(Information given)
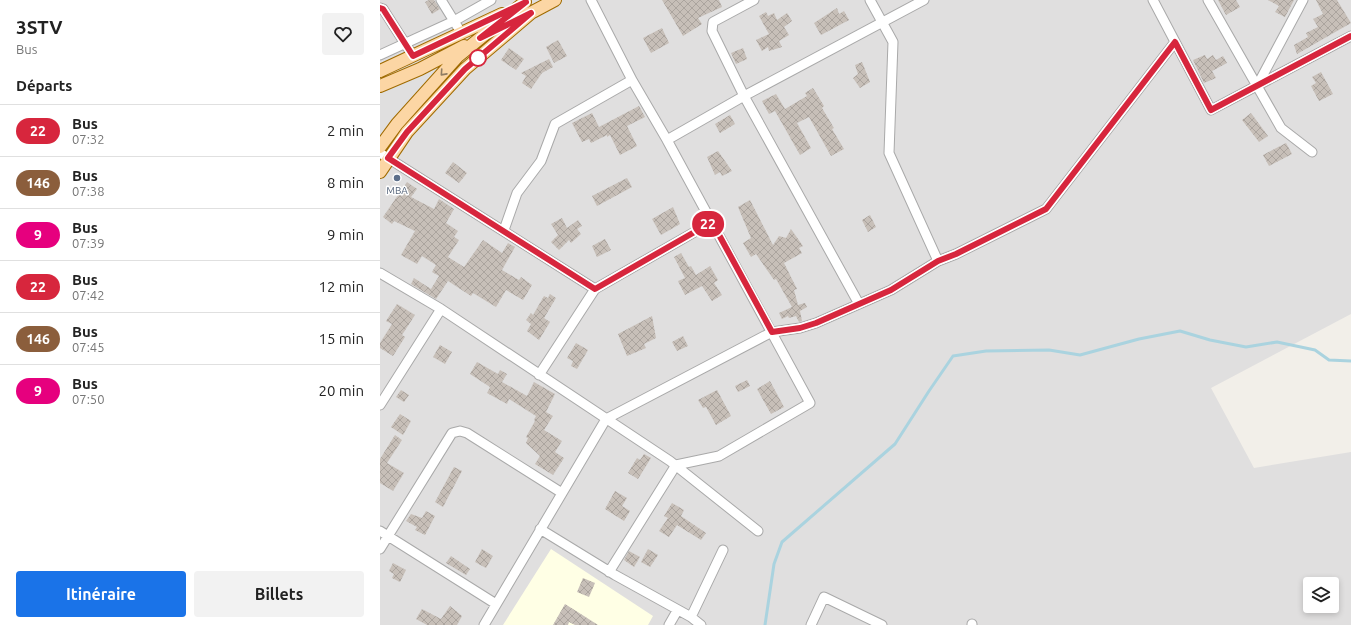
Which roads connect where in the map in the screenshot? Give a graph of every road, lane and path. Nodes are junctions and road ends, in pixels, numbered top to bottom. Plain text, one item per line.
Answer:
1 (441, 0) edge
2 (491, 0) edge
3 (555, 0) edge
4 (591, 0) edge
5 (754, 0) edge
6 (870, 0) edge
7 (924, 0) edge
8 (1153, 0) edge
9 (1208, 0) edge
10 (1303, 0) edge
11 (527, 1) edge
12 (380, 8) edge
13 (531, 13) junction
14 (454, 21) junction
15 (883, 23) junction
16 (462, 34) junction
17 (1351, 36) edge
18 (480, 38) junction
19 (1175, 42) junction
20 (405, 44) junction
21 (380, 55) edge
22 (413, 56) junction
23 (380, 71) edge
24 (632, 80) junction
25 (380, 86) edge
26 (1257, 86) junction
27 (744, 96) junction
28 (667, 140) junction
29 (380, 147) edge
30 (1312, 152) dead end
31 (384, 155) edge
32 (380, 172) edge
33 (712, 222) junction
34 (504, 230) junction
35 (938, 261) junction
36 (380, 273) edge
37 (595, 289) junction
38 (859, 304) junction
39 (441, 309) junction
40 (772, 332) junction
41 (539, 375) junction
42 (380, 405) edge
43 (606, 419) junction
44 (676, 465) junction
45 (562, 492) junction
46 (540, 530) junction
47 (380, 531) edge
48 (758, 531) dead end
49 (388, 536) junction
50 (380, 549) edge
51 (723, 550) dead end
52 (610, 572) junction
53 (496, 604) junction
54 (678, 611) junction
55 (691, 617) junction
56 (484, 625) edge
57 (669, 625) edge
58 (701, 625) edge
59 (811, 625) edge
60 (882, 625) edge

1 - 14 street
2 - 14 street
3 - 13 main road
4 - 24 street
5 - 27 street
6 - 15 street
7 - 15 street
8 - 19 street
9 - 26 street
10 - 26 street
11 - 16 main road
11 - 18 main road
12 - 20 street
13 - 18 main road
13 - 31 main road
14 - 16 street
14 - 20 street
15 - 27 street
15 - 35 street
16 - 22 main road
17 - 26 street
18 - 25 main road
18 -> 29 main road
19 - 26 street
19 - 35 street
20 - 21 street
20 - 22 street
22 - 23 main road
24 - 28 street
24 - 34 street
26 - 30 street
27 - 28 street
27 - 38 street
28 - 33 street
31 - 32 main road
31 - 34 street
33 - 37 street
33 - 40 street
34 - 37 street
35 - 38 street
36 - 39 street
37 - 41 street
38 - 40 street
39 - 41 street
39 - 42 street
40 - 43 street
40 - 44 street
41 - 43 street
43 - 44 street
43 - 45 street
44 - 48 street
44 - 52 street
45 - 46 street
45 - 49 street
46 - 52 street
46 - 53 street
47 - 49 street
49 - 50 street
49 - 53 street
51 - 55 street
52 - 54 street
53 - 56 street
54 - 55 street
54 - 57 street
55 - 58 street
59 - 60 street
(End Information given)
(Information given)
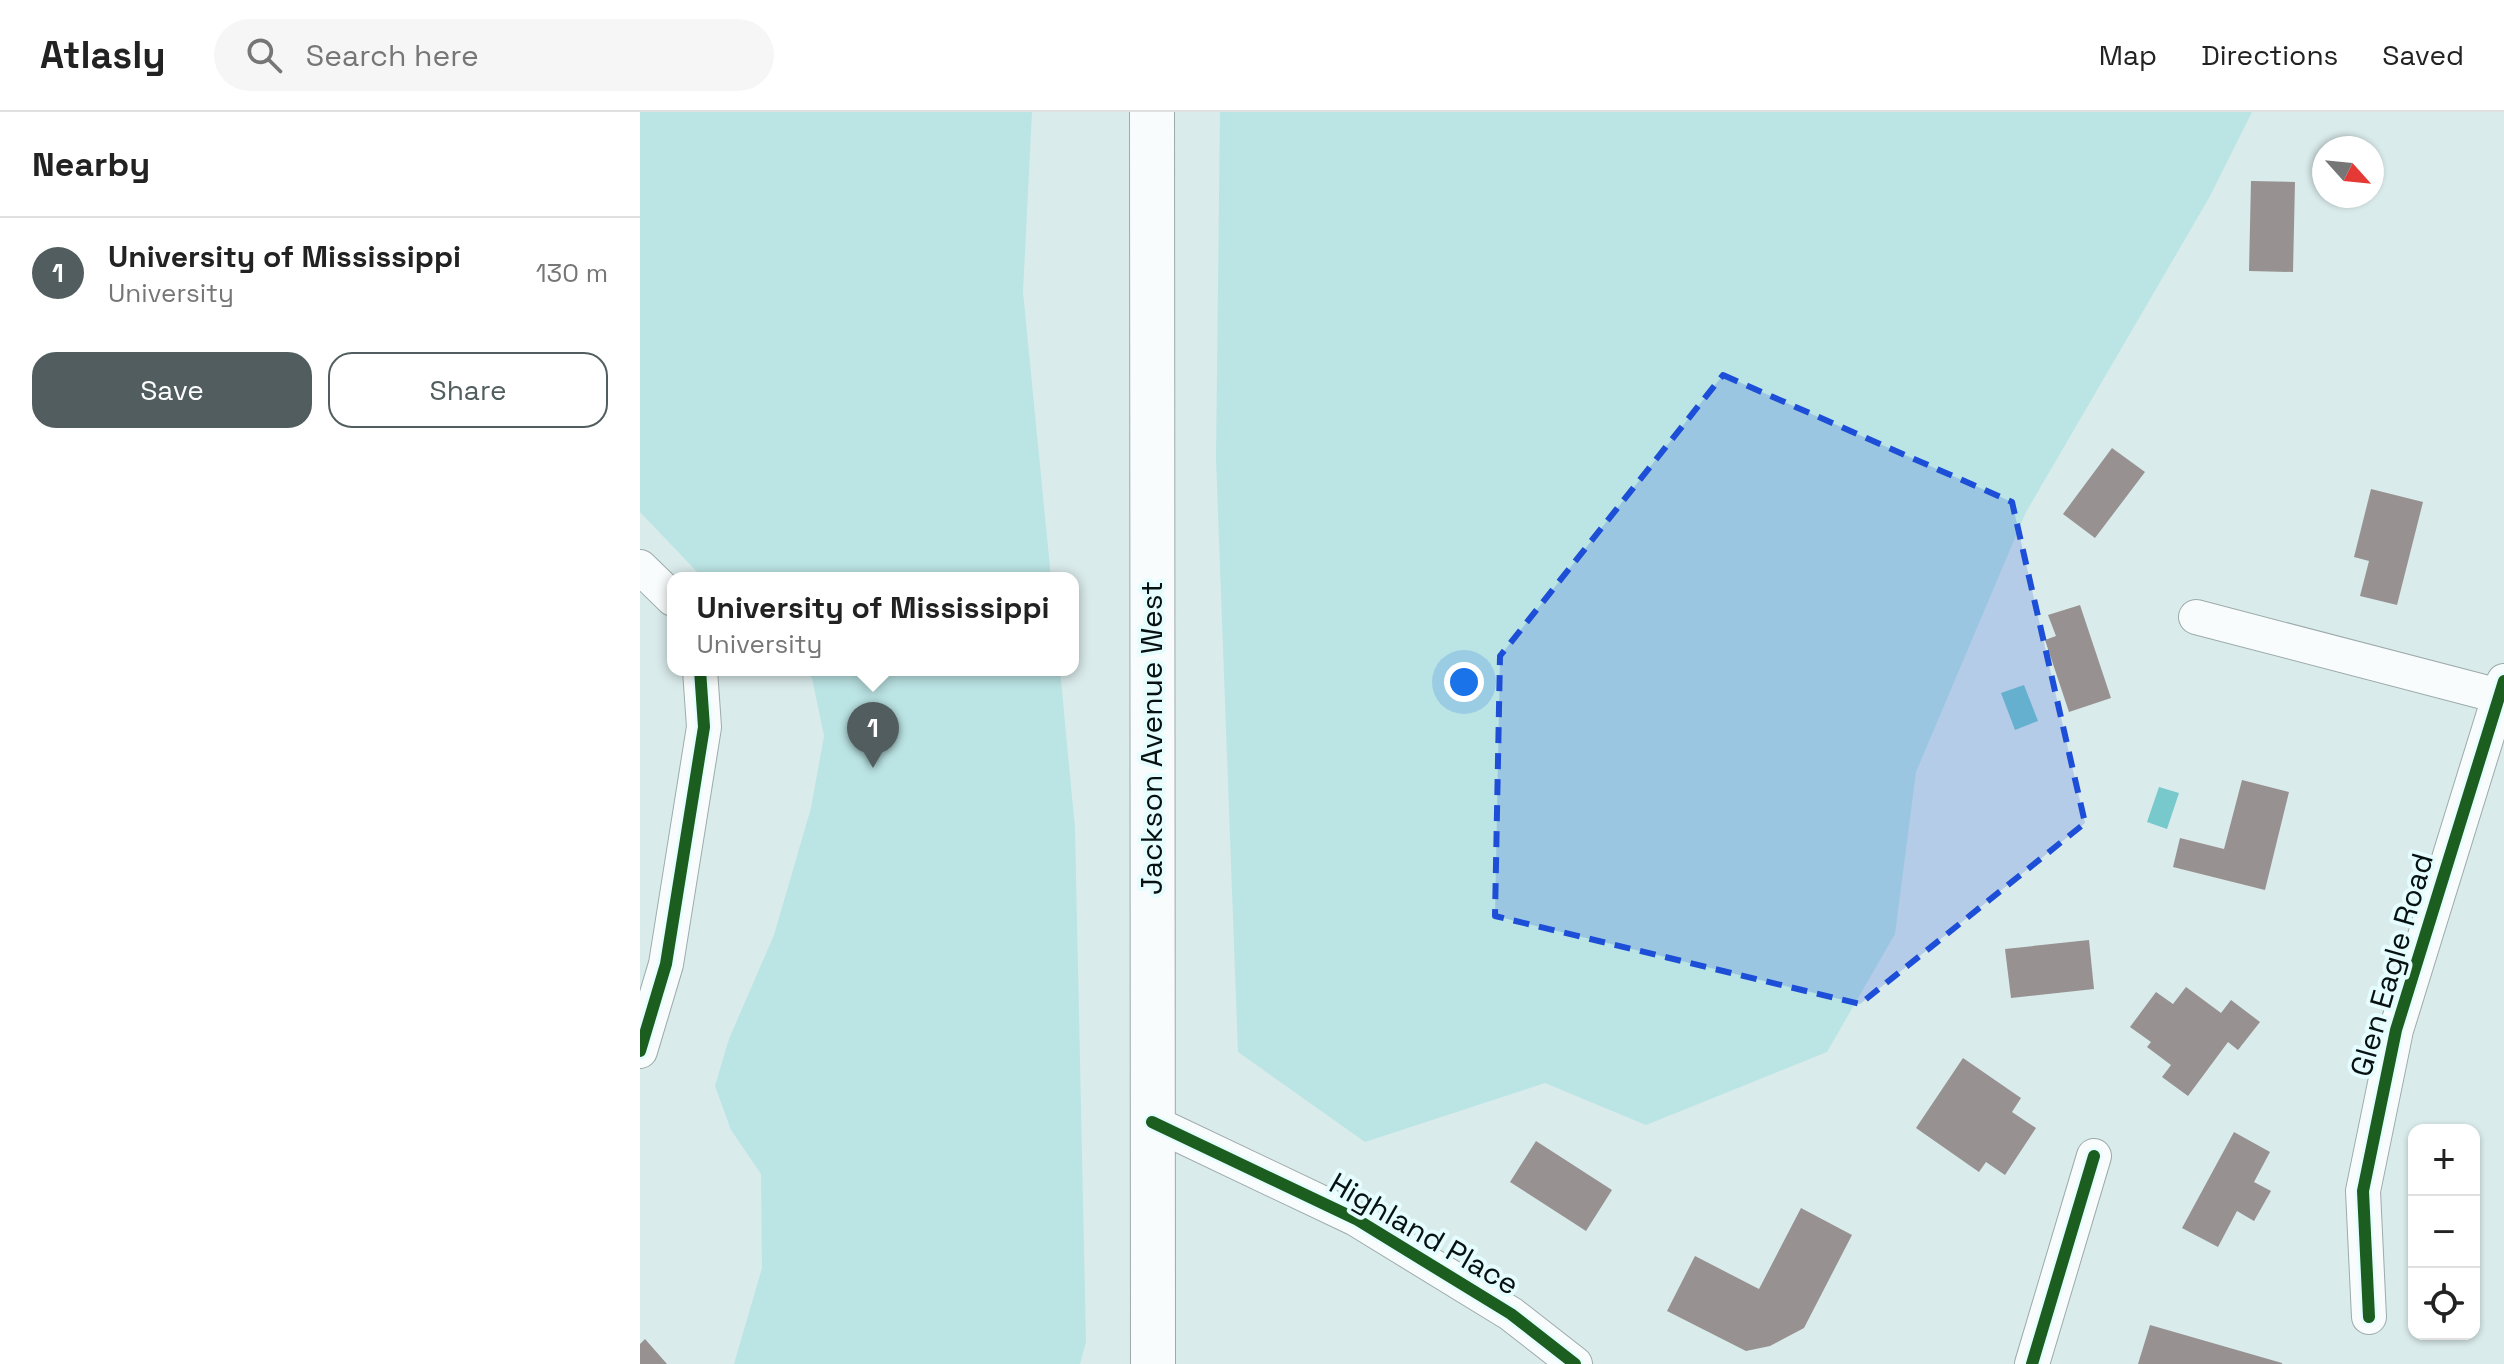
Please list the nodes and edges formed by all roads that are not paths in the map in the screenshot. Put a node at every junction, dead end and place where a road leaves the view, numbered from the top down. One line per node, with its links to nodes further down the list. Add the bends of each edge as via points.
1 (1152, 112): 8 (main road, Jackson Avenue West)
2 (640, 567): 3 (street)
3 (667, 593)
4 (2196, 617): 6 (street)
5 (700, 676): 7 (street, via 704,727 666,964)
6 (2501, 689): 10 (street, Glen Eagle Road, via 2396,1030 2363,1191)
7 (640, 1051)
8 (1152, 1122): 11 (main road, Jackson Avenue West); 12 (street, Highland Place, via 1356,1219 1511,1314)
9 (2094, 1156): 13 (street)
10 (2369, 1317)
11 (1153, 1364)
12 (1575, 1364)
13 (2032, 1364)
(End Information given)
(Information given)
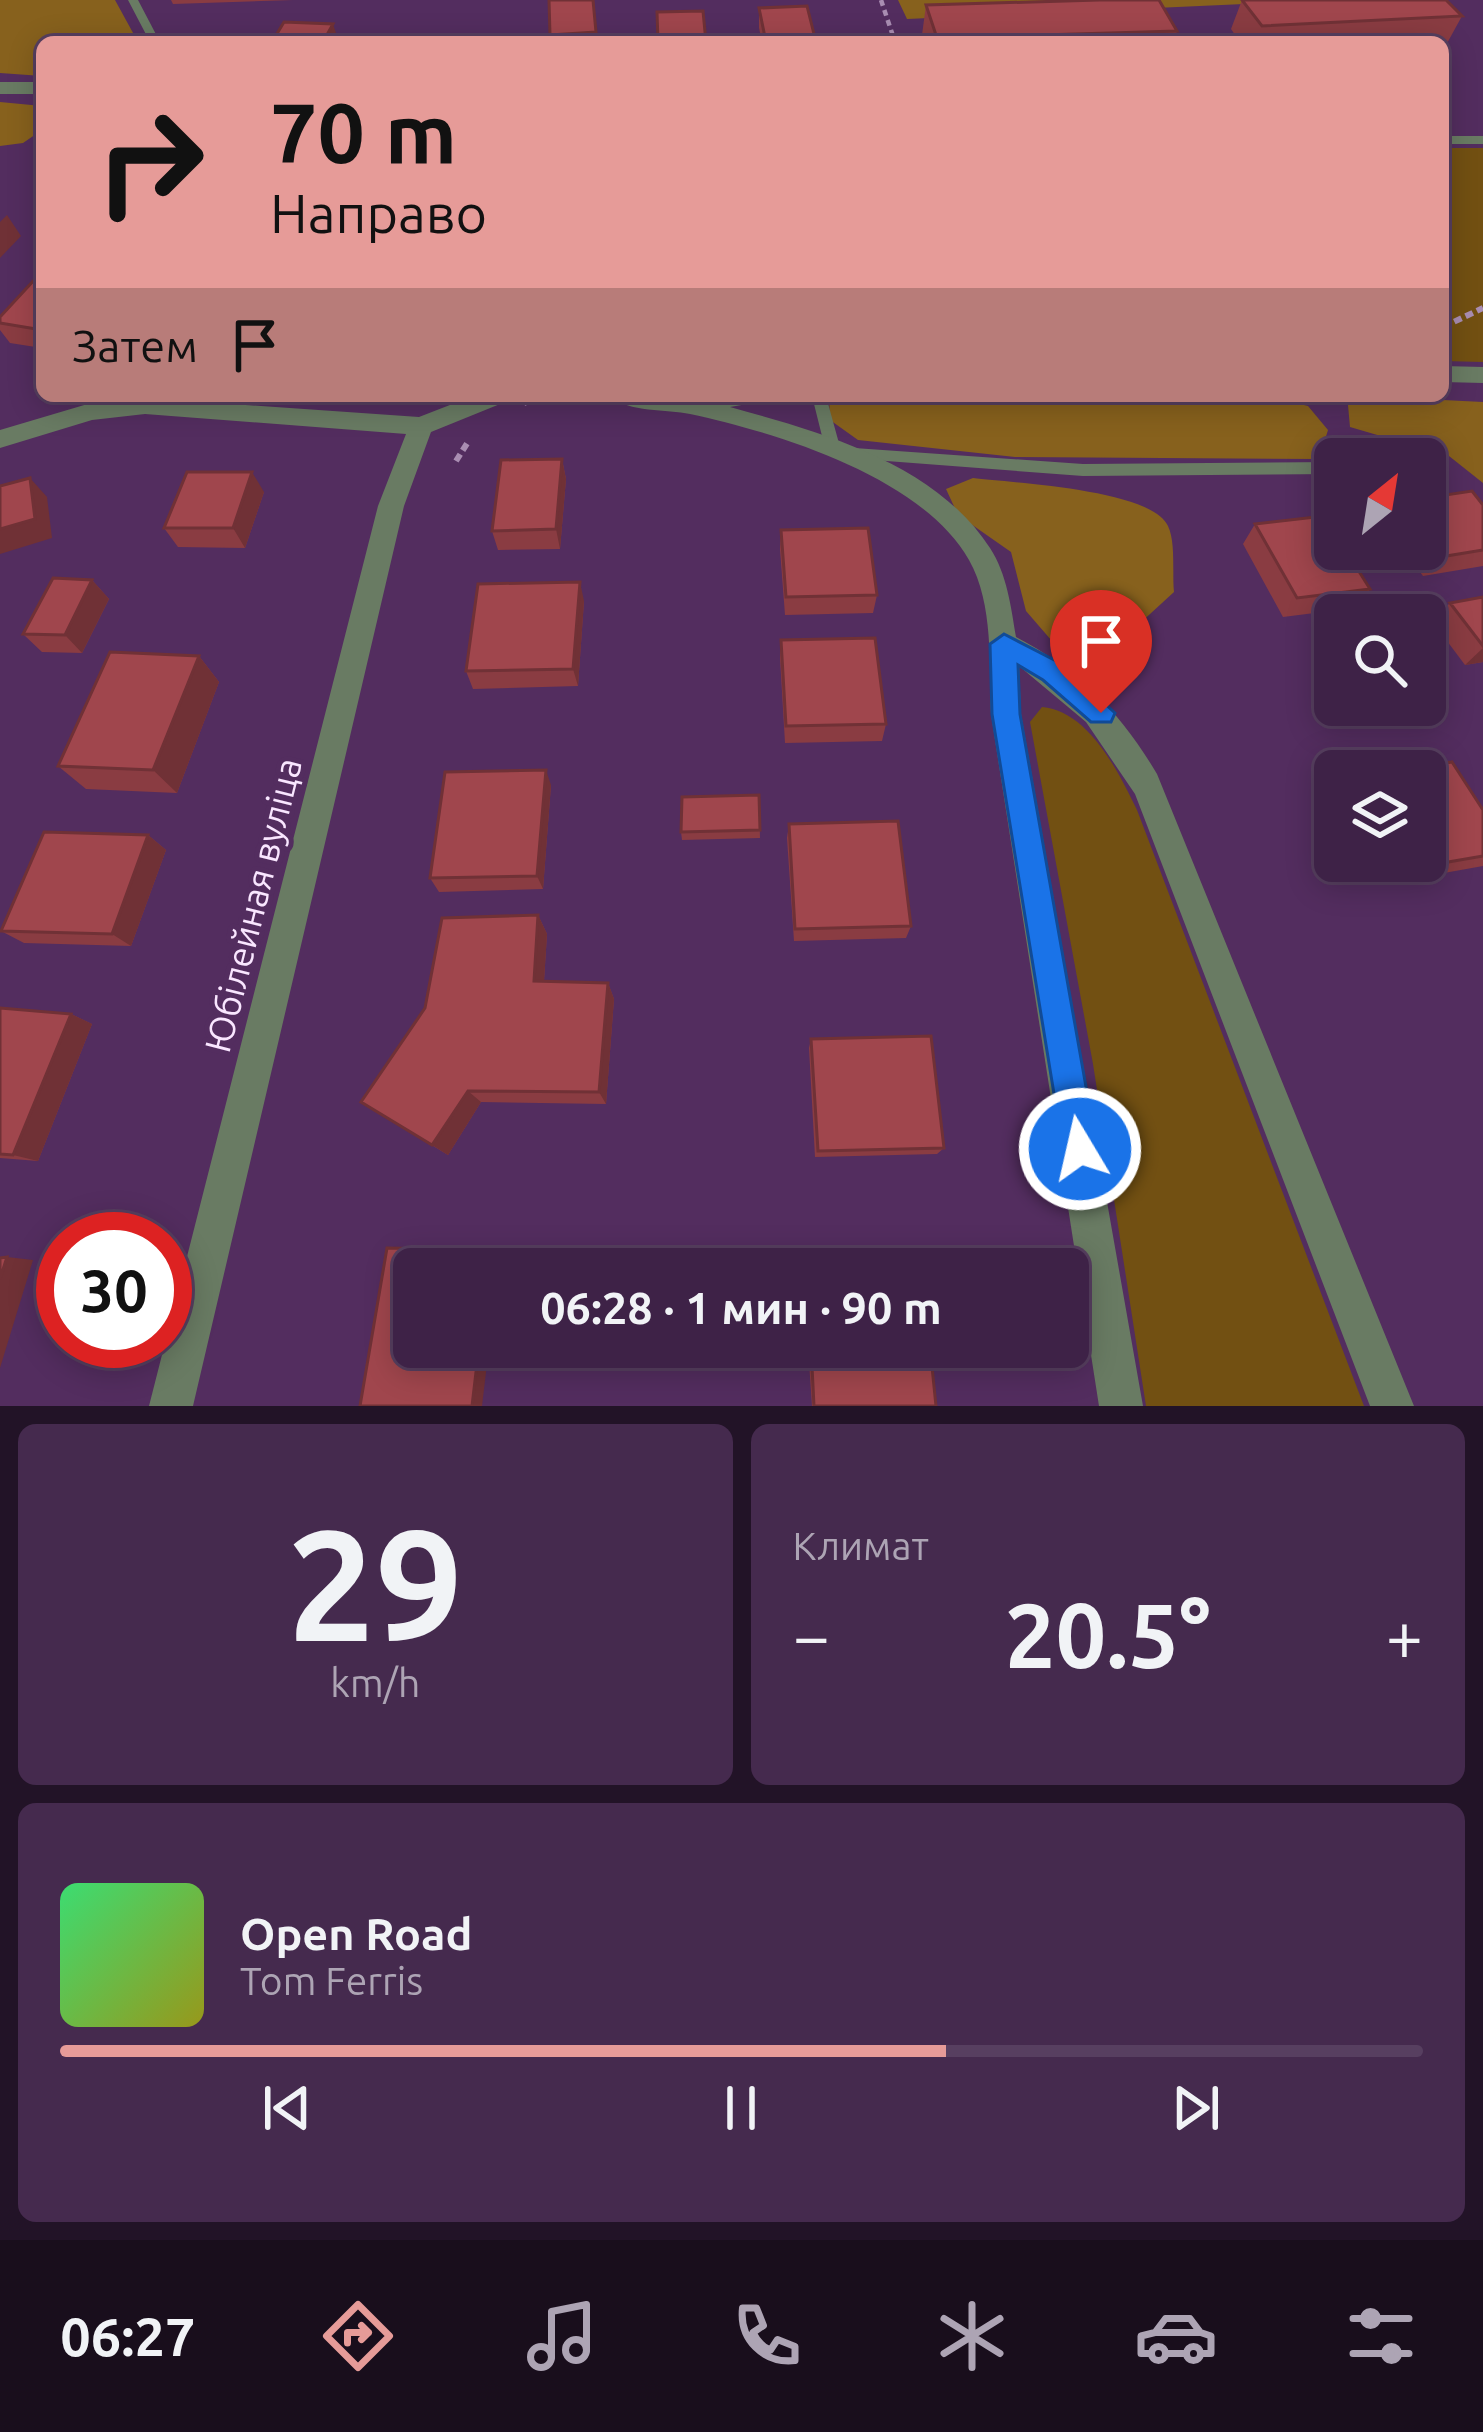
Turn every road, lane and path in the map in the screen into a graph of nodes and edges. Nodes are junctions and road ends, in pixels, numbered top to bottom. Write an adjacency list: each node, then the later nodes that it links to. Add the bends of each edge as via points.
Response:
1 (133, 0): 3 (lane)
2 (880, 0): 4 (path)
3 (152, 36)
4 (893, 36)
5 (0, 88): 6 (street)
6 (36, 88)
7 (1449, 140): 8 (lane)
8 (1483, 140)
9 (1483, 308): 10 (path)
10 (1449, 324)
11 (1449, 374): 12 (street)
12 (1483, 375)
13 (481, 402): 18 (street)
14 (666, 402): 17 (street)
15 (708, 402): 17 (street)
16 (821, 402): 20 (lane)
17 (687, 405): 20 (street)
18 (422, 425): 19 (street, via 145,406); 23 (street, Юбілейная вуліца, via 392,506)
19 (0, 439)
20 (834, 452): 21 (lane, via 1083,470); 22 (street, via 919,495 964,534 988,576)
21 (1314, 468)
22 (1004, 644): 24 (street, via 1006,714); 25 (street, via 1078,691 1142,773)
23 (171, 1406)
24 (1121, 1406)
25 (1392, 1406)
(End Information given)
To do:
Find the lines in the entries above where "junctions" occurs, and copy each of them.

Task answer:
Which roads connect where in the map in the screenshot? Give a graph of every road, lane and path. Nodes are junctions and road ends, in pixels, numbered top to bottom. Plain text, one item per line.
Turn every road, lane and path in the map in the screen into a graph of nodes and edges. Nodes are junctions and road ends, in pixels, numbered top to bottom. Write an adjacency list: each node, then the later nodes that it links to. Add the bends of each edge as via points.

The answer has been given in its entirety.